» Exercise instructions
All of the data is to be copied word for word.

== Task material ==

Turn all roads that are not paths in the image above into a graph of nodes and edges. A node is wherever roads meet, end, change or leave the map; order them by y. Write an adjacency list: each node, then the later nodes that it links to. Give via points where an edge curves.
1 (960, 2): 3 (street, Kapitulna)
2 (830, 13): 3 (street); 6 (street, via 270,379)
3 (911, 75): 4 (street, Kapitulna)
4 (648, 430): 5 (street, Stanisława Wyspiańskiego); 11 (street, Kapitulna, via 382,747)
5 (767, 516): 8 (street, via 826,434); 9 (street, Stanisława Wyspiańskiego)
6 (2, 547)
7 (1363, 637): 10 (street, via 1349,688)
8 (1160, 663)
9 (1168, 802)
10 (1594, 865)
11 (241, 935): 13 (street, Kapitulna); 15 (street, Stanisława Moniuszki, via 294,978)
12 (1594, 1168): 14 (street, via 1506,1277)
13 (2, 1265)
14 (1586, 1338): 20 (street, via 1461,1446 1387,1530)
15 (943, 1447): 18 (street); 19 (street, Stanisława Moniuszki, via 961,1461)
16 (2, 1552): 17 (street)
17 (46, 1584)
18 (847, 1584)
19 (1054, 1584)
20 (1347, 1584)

===

» Your solution
Turn all roads that are not paths in the image above into a graph of nodes and edges. A node is wherever roads meet, end, change or leave the map; order them by y. Write an adjacency list: each node, then the later nodes that it links to. Give via points where an edge curves.
1 (960, 2): 3 (street, Kapitulna)
2 (830, 13): 3 (street); 6 (street, via 270,379)
3 (911, 75): 4 (street, Kapitulna)
4 (648, 430): 5 (street, Stanisława Wyspiańskiego); 11 (street, Kapitulna, via 382,747)
5 (767, 516): 8 (street, via 826,434); 9 (street, Stanisława Wyspiańskiego)
6 (2, 547)
7 (1363, 637): 10 (street, via 1349,688)
8 (1160, 663)
9 (1168, 802)
10 (1594, 865)
11 (241, 935): 13 (street, Kapitulna); 15 (street, Stanisława Moniuszki, via 294,978)
12 (1594, 1168): 14 (street, via 1506,1277)
13 (2, 1265)
14 (1586, 1338): 20 (street, via 1461,1446 1387,1530)
15 (943, 1447): 18 (street); 19 (street, Stanisława Moniuszki, via 961,1461)
16 (2, 1552): 17 (street)
17 (46, 1584)
18 (847, 1584)
19 (1054, 1584)
20 (1347, 1584)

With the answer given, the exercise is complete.